Los Angeles submarkets are among the most impacted by extreme gentrification in the country, according to new research from Yardi's Rent Café. The research company surveyed 11,000 zip codes across the US, finding that Los Angeles' 90014 has been most affected by gentrification trends. The Downtown submarket has seen a 707% increase in property values and a 95% increase in average household income; however, a majority of residents in the submarket live below the poverty line. The neighboring 90013 also made the list as the 12th most impacted zip code with a 133% increase in property values and a 77% increase in household income. Like 90014, the submarket also has a median household income that falls below the poverty line. The list of 20 zip codes included only three West Coast markets, two of which are in Los Angeles. We sat down with Balazs Szekely with Yardi Rent Café for an exclusive interview about the gentrification in Los Angeles and how it is impacting the market.
GlobeSt.com: What does it say about Los Angeles that the city has two cases of extreme gentrification on your list, and two of the three West Coast zip codes?
Balazs Szekely: The extreme gentrification of DTLA speaks mostly of the past of a decentralized city, and gives a hint to what its future might hold. Skid Row's ghost-town character is slowly transforming and we are now witnessing the process of the middle-class rediscovering the city center. The fact that only three zip codes made our list from the West Coast, actually says more about the rest of the country, particularly the East Coast, where there have been more of these very spectacular cases.

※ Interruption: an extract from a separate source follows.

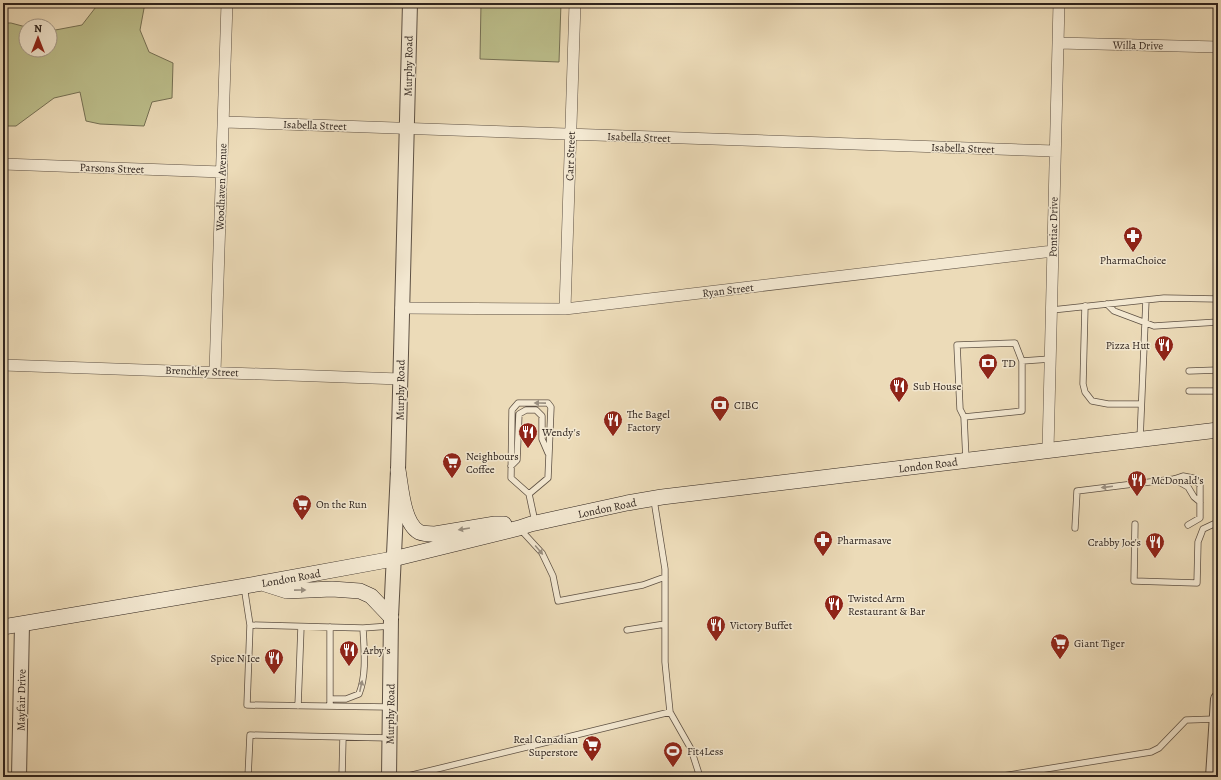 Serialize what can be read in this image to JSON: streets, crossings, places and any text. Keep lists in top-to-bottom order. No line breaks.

GlobeSt.com: L.A. claimed the top spot with 90014. Why has this specific pocket of L.A. seen such significant increases in property values? What is driving this change?
Szekely: One of the factors that made such a large proportional change possible is that the average home value was very low to begin with, the lowest in any L.A. zip code at that time. As the city center became more and more desirable, developers have been responding to the demand, and luxury residences as well as a new range of retail options have become available since the turn of the century. But the area—in our case outlined by zip code limits—also includes parts of more dynamically progressing districts, and presents a cross-section of wildly different income levels and property values, which has a considerable influence on the numbers.
GlobeSt.com: How have the increased property values impacted the market?
Szekely: The entire city market has been impacted by the property value increases. Los Angeles is now home to some of the most expensive zip codes in the country, and it's also an expensive city for renters. According to the latest studies, rents have increased by 20.9% in the past 3 years. That's about $400 more in rent per month.
GlobeSt.com: Gentrification obviously creates hardship for low-income residents. What are the ways to balance gentrification while encouraging growth?
Szekely: New developments bring more jobs that theoretically help fight poverty, but if this process happens too fast, the low-income population is displaced before they could start to benefit from the changes. Affordable housing options help level the playing field to a certain degree, but regulating condo conversions and demolitions also helps to establish a sustainable system of checks and balances.
GlobeSt.com: Does gentrification spread to surrounding submarkets as well? Is this a problem that you expect to intensify in the Los Angeles area?
Szekely: Gentrification is present in many areas of South and Southeast L.A. Although, spreading may not be the most appropriate expression to describe the process, as gentrification in general is a more localized phenomenon, only possible in distressed areas of a city by definition. As such, each individual case is unique and needs to be discussed separately. Generally, if there's much room for improvement in a location that suddenly becomes desirable, the process is likely to start and the effects depend in large part on the width of the income gap it creates. With that said, we have noticed some changes in rent trends in the surrounding markets. Cities like Monrovia, Diamond Bar or Palmdale have recorded spectacular year-over-year increases, recording more than 10% increase in rent.
GlobeSt.com: What is your outlook in 2018 for these markets?
Szekely: According to the latest multifamily outlook released by Yardi Matrix, more than 25,000 units are currently underway in the city and a further 88,000 units are in the planning and permitting stages. The report reads, “With the occupancy rate in stabilized properties at 96.4%, development will continue to remain high as housing demand can still quickly absorb new completions. Developers continue to focus on the city's downtown, where more than 6,700 units are being built. Submarkets in Hollywood also have an extensive pipeline: East Hollywood (1,433 units under construction), Hollywood Hills East (1,250), North Hollywood S (411) and West Hollywood (371). Although it has an occupancy rate of 96.3%, East Los Angeles is significantly lagging behind, with a total of only 2,259 units underway.”